Сопутствующие симптомы
В тени ожесточенных споров о ставке и инфляции осталась, но не потеряла актуальности проблема волатильности курса рубля. Эльвира Набиуллина, отвечая на вопросы, четко обозначила позицию ЦБ: регулятор не ставит целью ни ослабление рубля (к чему стремятся экспортеры), ни его искусственное укрепление. Приоритетом является баланс интересов всей экономики. Она развернуто объяснила, почему крепкий рубль в текущих условиях выгоден: он сдерживает инфляцию через удешевление импорта и повышает привлекательность рублевых сбережений для населения и инвесторов. Последнее, в свою очередь, создает потенциал для будущего снижения ключевой ставки. И наоборот, слабая валюта, по ее словам, — это не инструмент, а индикатор проблем: сигнал об уязвимости экономики и недоверии инвесторов к ее стабильности и финансовой системе, что в стратегической перспективе несет больше рисков, чем преимуществ.
Герман Греф добавил к обсуждению финансовых условий еще один критический аспект — угнетенное состояние фондового рынка. Он прямо связал его апатию с экстремально высокой реальной доходностью по вкладам (15—16%). На этом фоне инвестиции в акции и облигации, сопряженные с рисками, становятся для инвесторов невыгодными. «Для привлекательности фондового рынка реальная ставка должна быть около 4%», — заявил Греф, указывая на то, что текущая ДКП фактически «душит» рынок капитала, лишая компании важного источника финансирования и население — возможности защитить сбережения от инфляции через инвестиции.
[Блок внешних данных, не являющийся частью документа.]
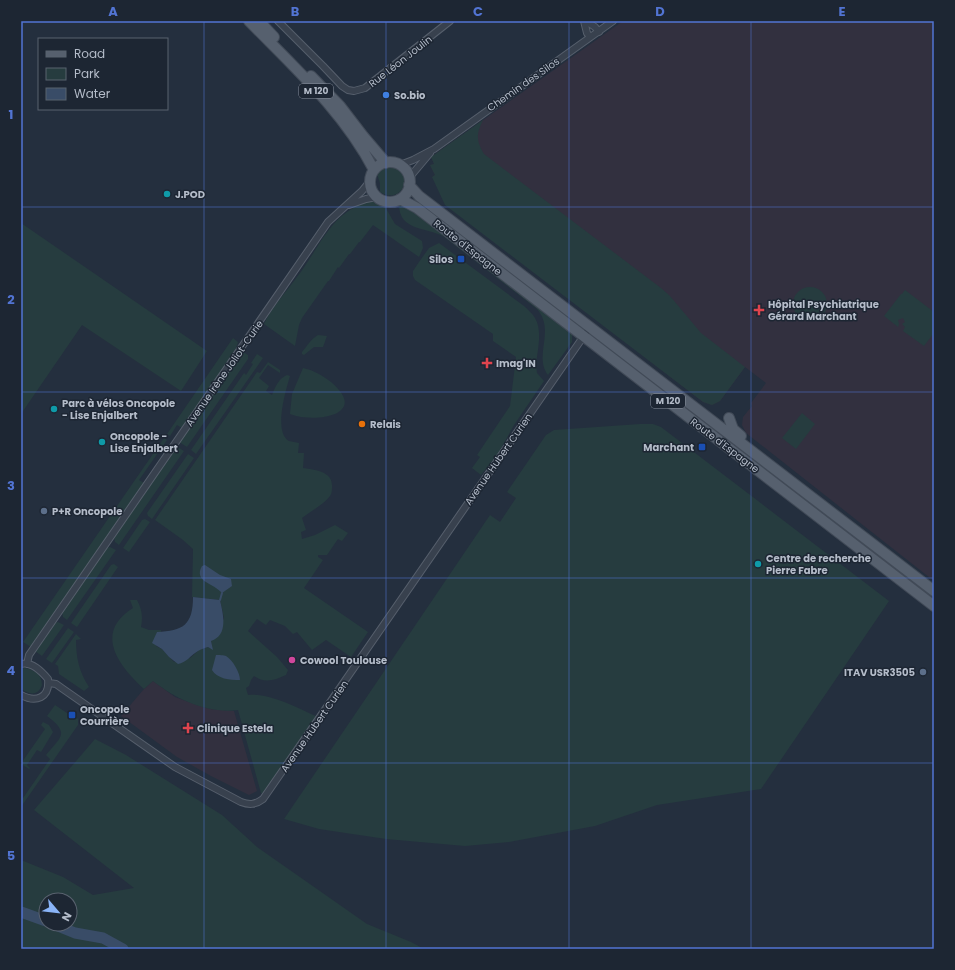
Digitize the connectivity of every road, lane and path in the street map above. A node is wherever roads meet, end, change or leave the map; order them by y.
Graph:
1 (248, 21) edge
2 (258, 21) edge
3 (278, 21) edge
4 (450, 21) edge
5 (585, 21) edge
6 (613, 21) edge
7 (599, 32) junction
8 (590, 38) junction
9 (434, 148) junction
10 (386, 162) junction
11 (400, 165) junction
12 (374, 170) junction
13 (370, 181) junction
14 (409, 182) junction
15 (377, 197) junction
16 (400, 199) junction
17 (346, 206) junction
18 (590, 327) junction
19 (583, 336) junction
20 (729, 418) dead end
21 (774, 468) junction
22 (934, 591) edge
23 (934, 606) edge
24 (24, 664) edge
25 (49, 683) junction
26 (21, 694) edge

1 - 12 main road, M 120
2 - 10 main road, M 120
3 - 4 street, Rue Léon Joulin
5 - 7 street
5 - 8 street
6 - 7 street, Chemin des Silos
7 - 8 street, Chemin des Silos
8 - 9 street, Chemin des Silos
9 - 11 street, Chemin des Silos
9 - 14 street, Chemin des Silos
10 - 11 main road
10 - 12 main road
11 - 14 main road
12 - 13 main road
13 - 15 main road
13 - 17 street, Avenue Irène Joliot-Curie
14 - 16 main road
14 - 18 main road, Route d'Espagne / M 120
15 - 16 main road
15 - 17 street, Avenue Irène Joliot-Curie
16 - 19 main road, Route d'Espagne / M 120
17 - 24 street, Avenue Irène Joliot-Curie
18 - 19 street, Avenue Hubert Curien
18 - 21 main road, Route d'Espagne / M 120
19 - 23 main road, Route d'Espagne / M 120
19 - 25 street, Avenue Hubert Curien
20 - 21 main road
21 - 22 main road, Route d'Espagne / M 120
24 - 25 street
25 - 26 street

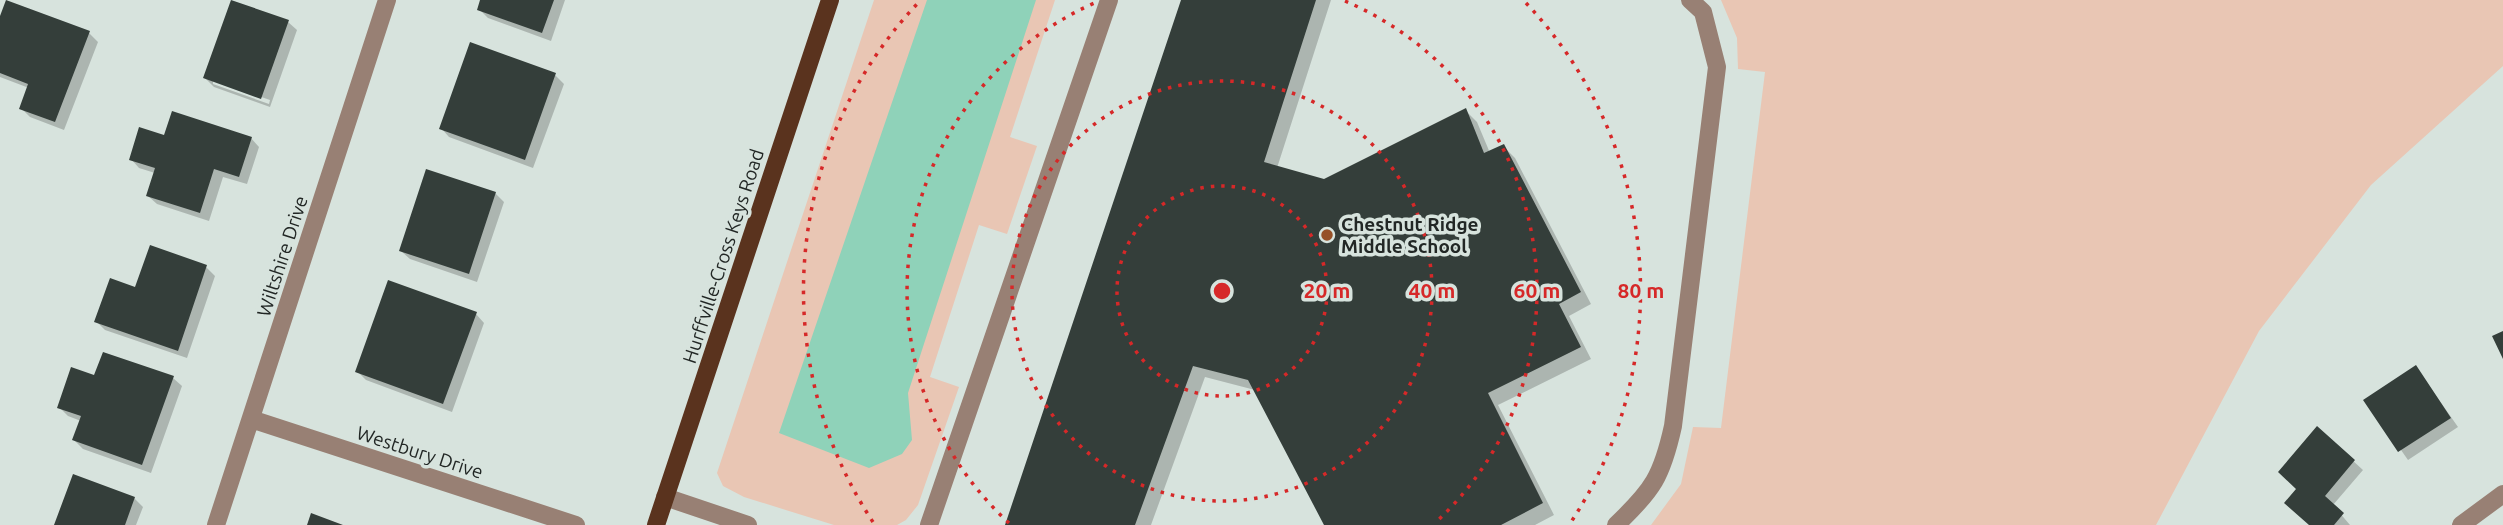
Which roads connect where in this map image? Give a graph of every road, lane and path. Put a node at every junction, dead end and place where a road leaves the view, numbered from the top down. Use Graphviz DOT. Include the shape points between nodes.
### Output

Этот тезис, однако, не нашел прямого отклика в выступлении главы ЦБ, сосредоточенной на своей главной цели — защите покупательной способности доходов, особенно наименее обеспеченных граждан, для которых инфляция является самым чувствительным ударом по бюджету.
Ожидание решения
Финансовый конгресс-2025 завершился без консенсуса. Регулятор видит в замедлении естественный цикл и инструмент борьбы с инфляцией, бизнес — риск затяжного «переохлаждения» из-за дорогих денег и структурных перекосов. Окончательный «диагноз» будет поставлен 25 июля, когда совет директоров ЦБ определит судьбу ключевой ставки. Ясно одно: экономика вступила в фазу турбулентности, где успех зависит от способности балансировать между сдерживанием цен и поддержанием роста. Как отметила Набиуллина, «неспокойные времена» — это не только вызов, но и шанс для новой модели развития, где дорогая рабочая сила станет стимулом для технологического рывка. Пока же термометр российской экономики показывает: градус неопределенности остается высоким.